Solv capitalizes on this, offering SolvBTC for users to stake and earn yields up to 10%, a trend Chow sees accelerating as Bitcoin holders prioritize liquidity over selling.

The practical implications are clear in lending, which Chow flagged as a cornerstone use case.

With Bitcoin increasingly viewed as a reserve akin to gold—bolstered by potential U.S. Bitcoin reserve policies—users are loath to part with it.

Instead, they borrow against it, using DeFi platforms like Solv to access liquidity in seconds, permissionlessly.
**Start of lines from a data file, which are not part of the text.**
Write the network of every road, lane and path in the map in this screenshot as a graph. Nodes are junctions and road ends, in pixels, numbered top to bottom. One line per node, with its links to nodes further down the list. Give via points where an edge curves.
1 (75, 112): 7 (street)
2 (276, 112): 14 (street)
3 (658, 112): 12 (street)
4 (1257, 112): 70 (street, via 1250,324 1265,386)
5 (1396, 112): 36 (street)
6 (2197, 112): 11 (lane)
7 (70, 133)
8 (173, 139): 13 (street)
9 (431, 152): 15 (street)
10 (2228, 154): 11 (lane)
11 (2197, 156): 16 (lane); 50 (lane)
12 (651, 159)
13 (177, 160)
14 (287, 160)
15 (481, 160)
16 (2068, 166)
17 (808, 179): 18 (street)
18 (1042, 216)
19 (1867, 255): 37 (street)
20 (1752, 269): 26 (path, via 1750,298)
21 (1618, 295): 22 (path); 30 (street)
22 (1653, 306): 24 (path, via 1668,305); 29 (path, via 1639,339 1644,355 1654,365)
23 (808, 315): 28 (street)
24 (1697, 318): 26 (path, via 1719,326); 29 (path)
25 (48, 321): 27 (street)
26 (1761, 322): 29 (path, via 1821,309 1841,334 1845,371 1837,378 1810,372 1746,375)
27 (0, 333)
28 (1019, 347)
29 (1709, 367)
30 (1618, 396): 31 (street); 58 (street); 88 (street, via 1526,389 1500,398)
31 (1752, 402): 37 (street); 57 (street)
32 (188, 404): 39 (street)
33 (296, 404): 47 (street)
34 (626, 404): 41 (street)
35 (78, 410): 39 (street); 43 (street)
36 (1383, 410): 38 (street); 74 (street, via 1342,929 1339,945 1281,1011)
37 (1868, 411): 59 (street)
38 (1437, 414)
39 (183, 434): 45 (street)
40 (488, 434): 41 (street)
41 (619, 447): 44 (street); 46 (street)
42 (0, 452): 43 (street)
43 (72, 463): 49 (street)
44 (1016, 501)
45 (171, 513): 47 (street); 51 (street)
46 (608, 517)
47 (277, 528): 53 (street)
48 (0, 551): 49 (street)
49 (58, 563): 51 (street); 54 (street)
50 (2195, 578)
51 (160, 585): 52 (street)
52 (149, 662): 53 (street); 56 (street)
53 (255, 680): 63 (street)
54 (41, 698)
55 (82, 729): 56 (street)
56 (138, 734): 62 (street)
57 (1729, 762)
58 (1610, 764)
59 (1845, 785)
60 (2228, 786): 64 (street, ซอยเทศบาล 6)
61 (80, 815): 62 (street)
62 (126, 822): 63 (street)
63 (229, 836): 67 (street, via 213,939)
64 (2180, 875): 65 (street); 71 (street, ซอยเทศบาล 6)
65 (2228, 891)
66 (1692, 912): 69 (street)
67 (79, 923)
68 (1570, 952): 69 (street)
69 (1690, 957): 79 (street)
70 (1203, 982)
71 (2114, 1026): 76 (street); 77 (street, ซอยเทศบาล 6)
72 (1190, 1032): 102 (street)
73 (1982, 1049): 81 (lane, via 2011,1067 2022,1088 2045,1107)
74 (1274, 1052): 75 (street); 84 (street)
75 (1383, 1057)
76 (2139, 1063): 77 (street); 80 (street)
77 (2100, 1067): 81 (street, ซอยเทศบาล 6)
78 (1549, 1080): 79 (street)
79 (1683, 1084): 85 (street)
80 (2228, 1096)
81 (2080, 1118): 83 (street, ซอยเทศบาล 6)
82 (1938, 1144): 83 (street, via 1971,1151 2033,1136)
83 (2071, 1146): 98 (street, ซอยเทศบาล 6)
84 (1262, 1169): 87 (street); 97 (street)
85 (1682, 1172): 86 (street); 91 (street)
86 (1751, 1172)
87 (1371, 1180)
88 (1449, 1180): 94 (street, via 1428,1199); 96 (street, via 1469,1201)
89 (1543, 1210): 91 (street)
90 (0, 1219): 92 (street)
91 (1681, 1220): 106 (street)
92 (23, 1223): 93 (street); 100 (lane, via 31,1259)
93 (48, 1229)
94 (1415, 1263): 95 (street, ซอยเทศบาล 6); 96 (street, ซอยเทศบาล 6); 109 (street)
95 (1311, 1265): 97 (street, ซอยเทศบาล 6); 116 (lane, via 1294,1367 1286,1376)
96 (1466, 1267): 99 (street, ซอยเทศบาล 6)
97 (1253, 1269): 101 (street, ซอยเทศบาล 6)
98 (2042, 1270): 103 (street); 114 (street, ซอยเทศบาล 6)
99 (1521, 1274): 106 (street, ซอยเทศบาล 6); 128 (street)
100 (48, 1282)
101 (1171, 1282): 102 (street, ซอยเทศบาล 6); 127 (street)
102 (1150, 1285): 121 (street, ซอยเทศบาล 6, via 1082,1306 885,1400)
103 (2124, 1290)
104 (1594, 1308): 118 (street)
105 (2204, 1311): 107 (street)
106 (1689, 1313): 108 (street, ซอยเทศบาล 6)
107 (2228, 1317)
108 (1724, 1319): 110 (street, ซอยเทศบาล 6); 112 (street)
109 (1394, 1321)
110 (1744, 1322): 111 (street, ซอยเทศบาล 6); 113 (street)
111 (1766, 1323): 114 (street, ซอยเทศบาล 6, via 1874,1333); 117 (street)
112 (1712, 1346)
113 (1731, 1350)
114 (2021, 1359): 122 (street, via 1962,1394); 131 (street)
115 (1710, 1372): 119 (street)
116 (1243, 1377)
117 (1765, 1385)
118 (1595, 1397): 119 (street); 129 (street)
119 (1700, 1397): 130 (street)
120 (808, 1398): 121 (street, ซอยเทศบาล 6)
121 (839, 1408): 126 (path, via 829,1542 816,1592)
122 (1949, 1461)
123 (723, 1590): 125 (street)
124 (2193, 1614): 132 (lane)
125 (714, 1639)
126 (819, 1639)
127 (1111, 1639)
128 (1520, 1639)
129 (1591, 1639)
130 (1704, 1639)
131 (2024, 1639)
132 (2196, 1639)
This contrasts with traditional finance's custodial delays, though Chow acknowledged trade-offs: centralized options like Fidelity's FBTC offer security, while DeFi prioritizes accessibility.

Outside the U.S., where access to Bitcoin services is limited, DeFi's role grows, with Solv building an on-chain Bitcoin reserve to serve global users trustlessly.

Chow's perspective reflects a maturing DeFi ecosystem, where Bitcoin's integration hinges on technical bridges and regulatory tailwinds—finally aligning its market dominance with practical utility.